O processo tem toques de reality show. Após anúncios de fusões ministeriais ou nomes de ministros por membros de sua equipe ou apoiadores, a reação do público é medida e, dependendo de sua origem e intensidade, outras declarações são dadas para correções de rumo. A justificativa é de que nada estava decidido ainda ou que o anúncio anterior era ansiedade da imprensa ou fake news.

Cada etapa do processo, quando concluída, é anunciada pela conta do presidente eleito no Twitter ou por declarações suas via live do Facebook ou em entrevistas à mídia.

Nesse processo, ele também aparece, periodicamente, para botar ordem na casa, publicando desmentidos ou dando puxões de orelha na equipe. O quanto disso é real, mostrando um alto nível de desorganização interna, e o quanto é pensado para confundir o público e reforçar a imagem de um Bolsonaro pulso firme e que traz serenidade ao caos, não se sabe.

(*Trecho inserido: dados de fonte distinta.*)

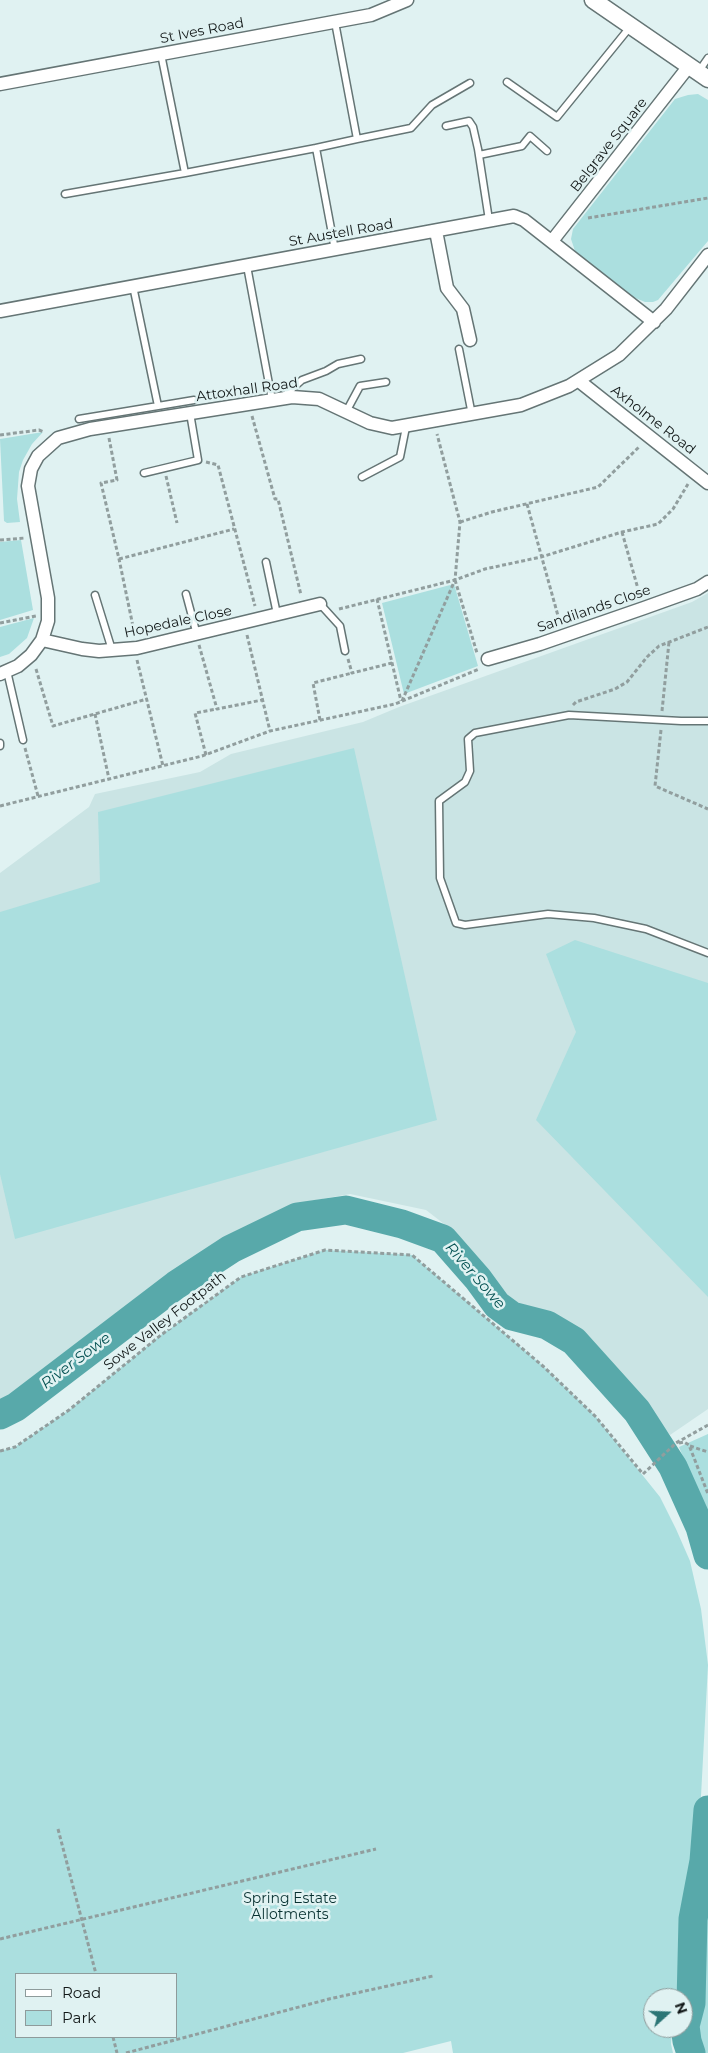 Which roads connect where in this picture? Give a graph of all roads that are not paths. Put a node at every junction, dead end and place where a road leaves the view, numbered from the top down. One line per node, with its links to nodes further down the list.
1 (407, 0): 3 (street, St Ives Road)
2 (592, 0): 4 (street)
3 (335, 22): 5 (street, St Ives Road); 12 (lane)
4 (630, 26): 7 (street); 8 (lane)
5 (161, 54): 10 (street, St Ives Road); 16 (lane)
6 (708, 58): 7 (lane)
7 (698, 72): 20 (street, Belgrave Square)
8 (507, 82)
9 (470, 83): 12 (lane)
10 (0, 84)
11 (446, 126): 15 (lane)
12 (357, 139): 13 (lane)
13 (316, 148): 16 (lane); 21 (lane)
14 (547, 151): 15 (lane)
15 (479, 155): 18 (lane)
16 (185, 173): 17 (lane)
17 (65, 194)
18 (489, 220): 19 (street, St Austell Road); 20 (street, St Austell Road)
19 (436, 231): 21 (street, St Austell Road); 27 (street)
20 (552, 241): 26 (street, St Austell Road)
21 (335, 250): 23 (street, St Austell Road)
22 (708, 255): 26 (street, Attoxhall Road)
23 (247, 266): 24 (street, St Austell Road); 32 (lane)
24 (133, 286): 25 (street, St Austell Road); 34 (lane)
25 (0, 311)
26 (654, 322): 30 (street, Attoxhall Road)
27 (470, 340)
28 (459, 349): 37 (lane)
29 (361, 359): 32 (lane)
30 (579, 381): 37 (street, Attoxhall Road); 42 (street, Axholme Road)
31 (386, 382): 35 (lane)
32 (276, 399): 35 (street, Attoxhall Road); 36 (street, Attoxhall Road)
33 (194, 400): 34 (lane)
34 (158, 406): 38 (lane)
35 (346, 412): 39 (street, Attoxhall Road)
36 (190, 413): 40 (lane); 50 (street, Attoxhall Road)
37 (472, 415): 39 (street, Attoxhall Road)
38 (79, 419)
39 (406, 427): 41 (lane)
40 (144, 473)
41 (362, 477)
42 (708, 483)
43 (266, 562): 48 (lane)
44 (708, 582): 53 (street, Sandilands Close)
45 (186, 594): 49 (lane)
46 (95, 595): 51 (lane)
47 (320, 604): 48 (street, Hopedale Close); 52 (lane)
48 (277, 614): 49 (street, Hopedale Close)
49 (196, 634): 51 (street, Hopedale Close)
50 (42, 640): 51 (street, Hopedale Close); 54 (street, Attoxhall Road)
51 (112, 650)
52 (345, 651)
53 (483, 659)
54 (4, 672): 56 (lane)
55 (708, 721): 57 (lane)
56 (24, 740)
57 (708, 953)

O que chama a atenção, contudo, não é o processo de montagem ministerial a céu aberto – até porque seu partido, o PSL, e mesmo sua rede de apoiadores próximos não contam com nomes o bastante para suprir as demandas de um governo federal e, portanto, têm que correr atrás. Mas que um programa de governo esteja sendo montado ao vivo, com atualização via redes sociais.

O arquivo de PowerPoint de 81 páginas que apresentou, por obrigação, durante a campanha, apesar de trazer propostas que certamente serão colocadas em prática, é insuficiente para entender para onde Bolsonaro irá. As reuniões da equipe de transição, em Brasília, e em sua casa e nas de aliados, no Rio de Janeiro, é que estão montando, agora, o que será a sua gestão.

Durante a campanha, o futuro czar da economia, Paulo Guedes, defendia a redução na influência do Estado na economia, com muitas privatizações. Mas não detalhava propostas específicas. Algumas delas, aliás, vazaram, causaram polêmica, levando Bolsonaro a desautorizá-lo em público. O trabalhador nunca soube ao certo qual a concepção de Bolsonaro para a Previdência daqui a 20, 30 anos, por exemplo. Talvez nem ele soubesse.

Também não dá nem para dizer que a área de Segurança Pública perfazia um pacote pronto. Tratava de liberar armas e reduzir a punição de policiais envolvidos em mortes e lugares-comuns, como aumentar a área de inteligência da polícia ou colocar o Exército nas fronteiras. É possível que as ações estruturantes estejam sendo pensadas agora pelo juiz Sérgio Moro, que assumirá a pasta da Justiça, e pelo general Augusto Heleno, que ficará do Gabinete de Segurança Institucional.

A isso, soma-se a relação com ruralistas e outros empresários. Não houve um profundo debate programático junto ao núcleo duro de Bolsonaro. Apenas o suficiente para passar a mensagem ”diga-me com quem andas que te direi quem és”.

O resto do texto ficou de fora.